Read The Cogspeare Conspiracy (The Cogspeare Chronicles Book 1) Online
Authors: Valentina S. Grub
“Then why keep all of this useless information?” he asked, sharply jerking Glyndwr out of his reverie.
“Information is power, Mr. Cogspeare, and our editor-in-chief, Mr. Thaddeus Frisket, lives and breathes it.”
After a quiet moment, Magnus asked,
“Mr. Glyn…um, Glwn…well-”
“Just call me Twym,” he offered. Struggling since that name wasn’t much better, Magnus continued,
“Do you think I could borrow these for a few days, just to read up on the subject?” Twym frowned.
“I don’t know, Mr. Cogspeare. You see, this is the last of the information we have on the SWSMC and I wouldn’t like the office to be without anything. But tell you what I’ll do; I’ll go over to Talliburn’s and see what he’s been up to with the rest of the files. Hopefully he’s done with a couple of them at the very least. Blazes, he’s probably on a bender and forgot about life outside the bottom of a bottle.” The suddenly friendly Welshman made to jovially slap Magnus’s shoulder, but the barrister quickly sidestepped him and nervously straightened his impeccable cravat, then fiddled with his hair.
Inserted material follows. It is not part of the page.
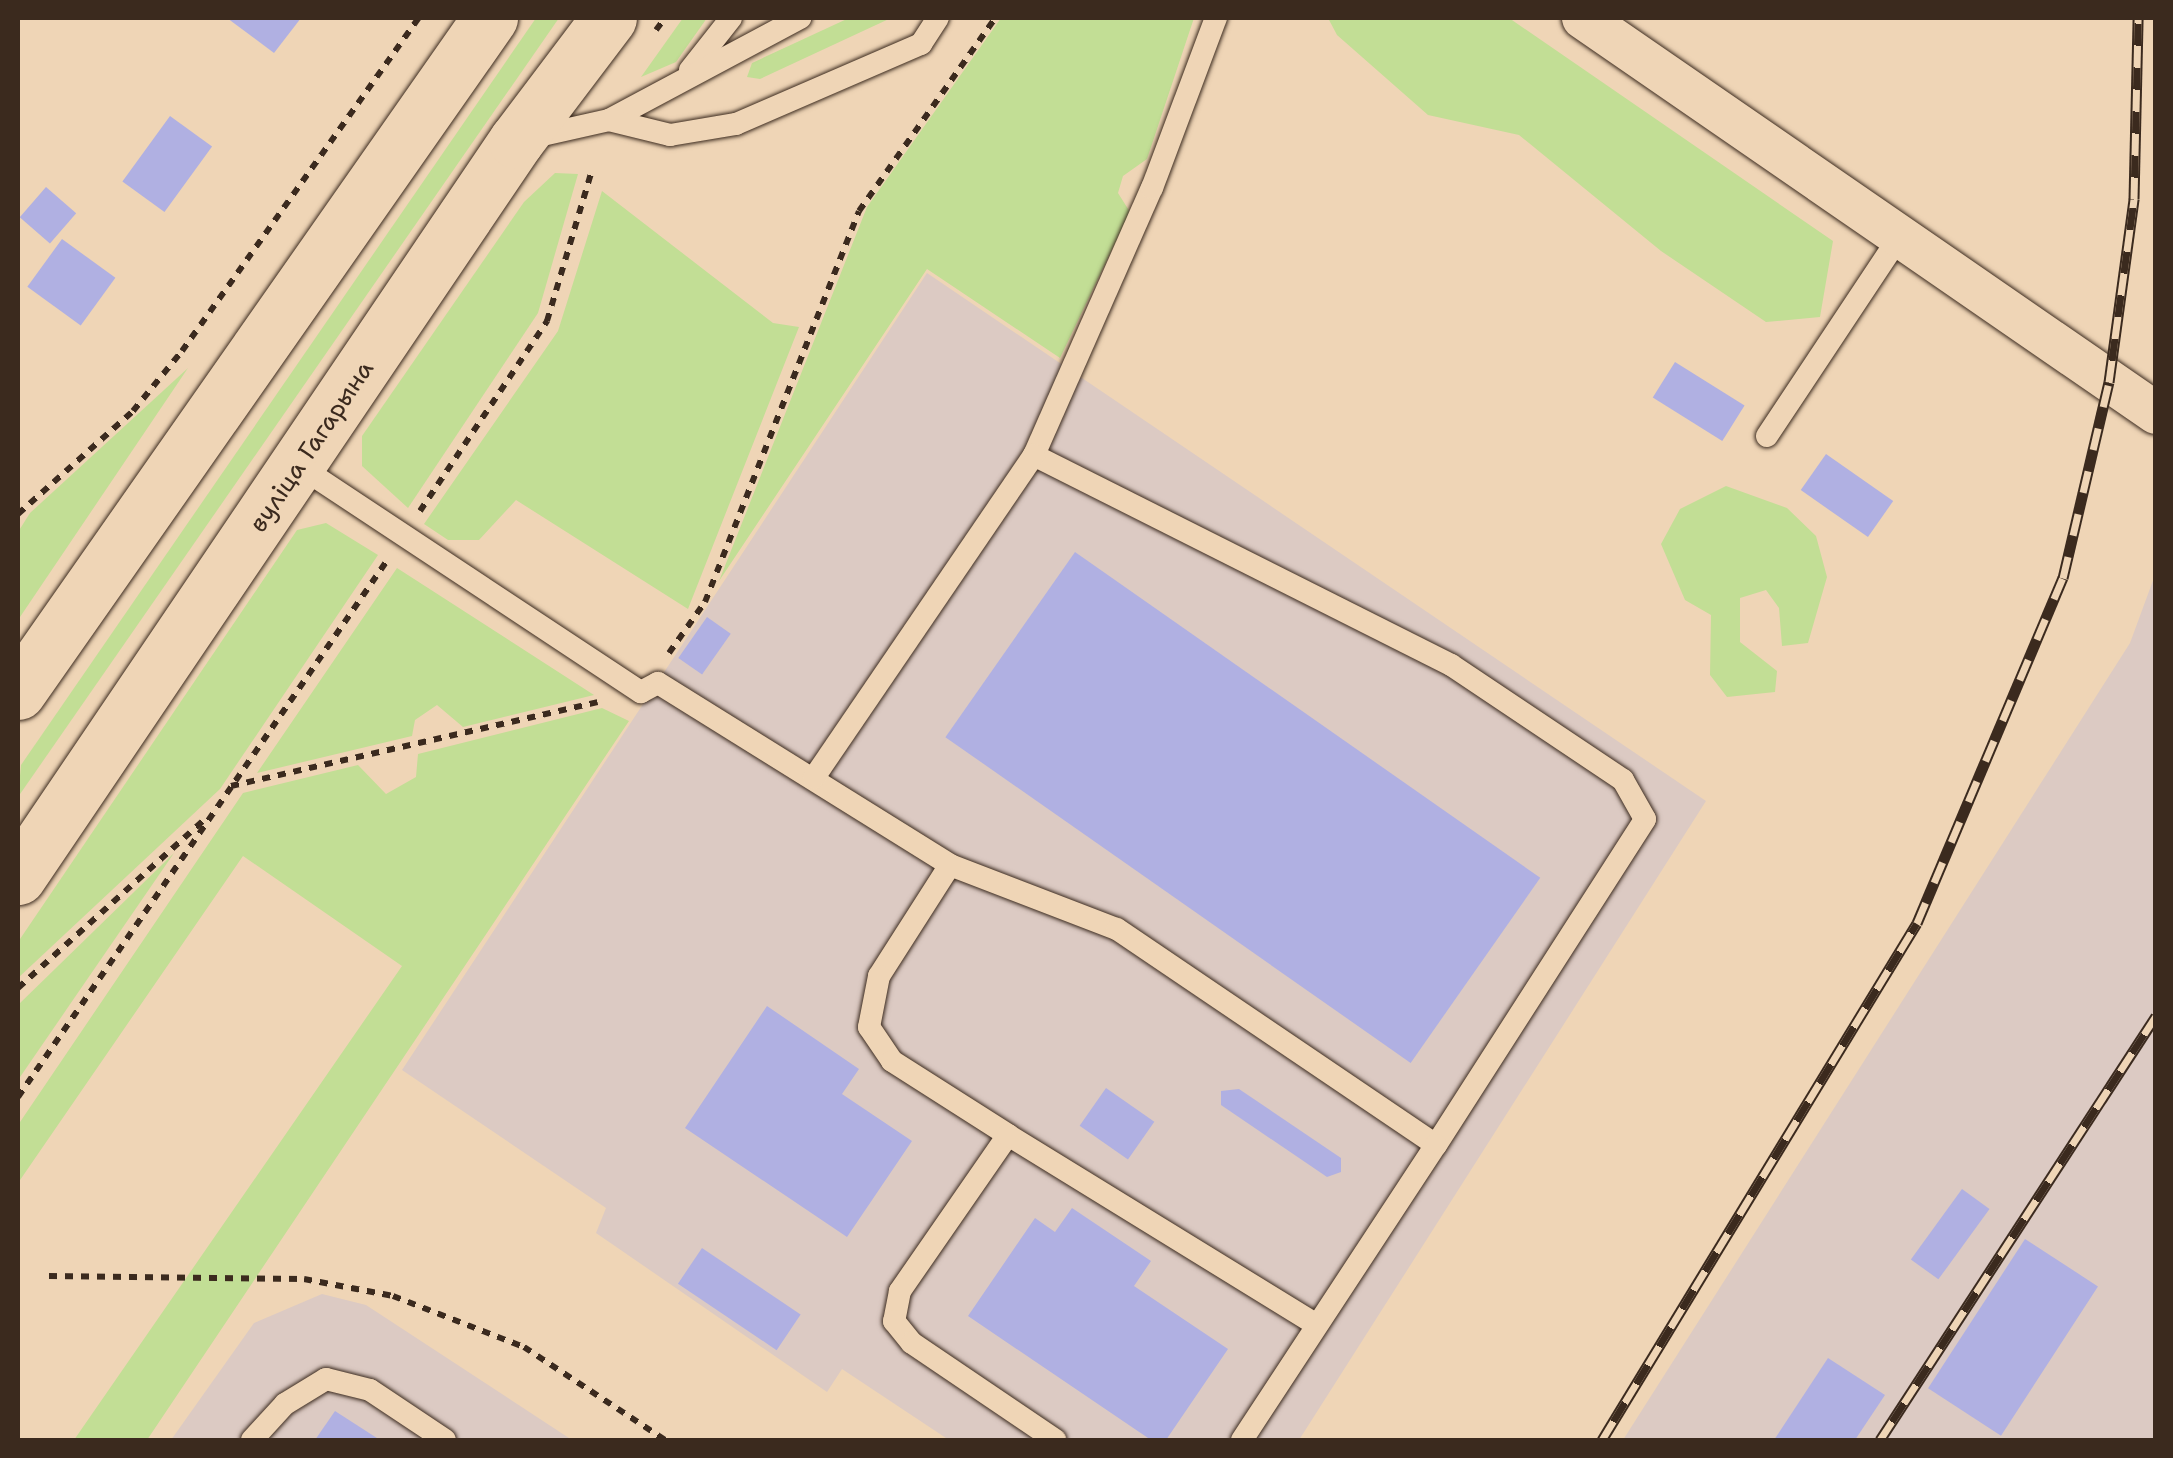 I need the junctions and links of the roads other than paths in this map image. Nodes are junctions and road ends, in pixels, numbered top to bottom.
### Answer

“That would be most kind, Mr...um, Twym. Yes, if you’ll just send a messenger or a pulse to my offices, I’ll send my assistant to pick up whatever you find. Yes, most kind- thank you.” And with that, he quickly replaced his hat and strode out of the dank room in a whirl of fine leather.
As Twym Glyndwr re-rolled and replaced the cylindrical file, he shook his head, muttering,
“I knew that that one was odd, but…blazes!”
Chapter 17:
It was a few seconds before Twym was going to pat his shoulder that Magnus felt an episode coming on. That’s why he knew he had to get out of that room, fast, and find somewhere small, quiet, calm, and preferably dark. Somewhere where he could lose himself, and then collect himself quickly.
He frantically raced down the subterranean corridor, looking right and left, pulling at doors, all locked. Finally he found one that was unlocked, but when he poked his head in, it was filled with a row of headless automatons fixing broken printing parts.
He choked down a scream and backed out and almost hysterically went down a side corridor until he found another unlocked door and, regardless of the dim interior, plunged in.
The door swung shut behind him, and he was in totally darkness.
It was always a source of confusion to most people- or rather, all of the nine people who knew of his ‘affliction’- that he would find the darkness comforting instead of terrifying. But here in the dark, it was still. He didn’t have to see or be seen. He could focus on his wildly thumping heart, and could gasp and sob and cry if needed, unheeded.
He sank down onto his haunches and rocked himself slowly.
Almost a year ago, a little after Jim Addison had come to work for him and after a day in court that most would consider merely mediocre but which he had thought devastating, Magnus had curled up like this under his desk. Addison had come in to have him sign some files, and had found him thus. Magnus didn’t think that he could ever come out from underneath that desk after that.
But instead, Addison had merely thumped the files on the desk, declared he was going out for lunch at four o’clock in the afternoon, and Magnus could crawl out at his leisure. Since that day, there had been, if not a friendliness exactly, then a cordiality that was lacking in all his other relationships, save perhaps with Sebastian.
It was certainly lacking in every encounter, let alone relationship, that he had with women, he mused as his thoughts began to clear again. Take, just for example, that McFlynt woman, who would push and push and push. How could any man possibly like a woman like that?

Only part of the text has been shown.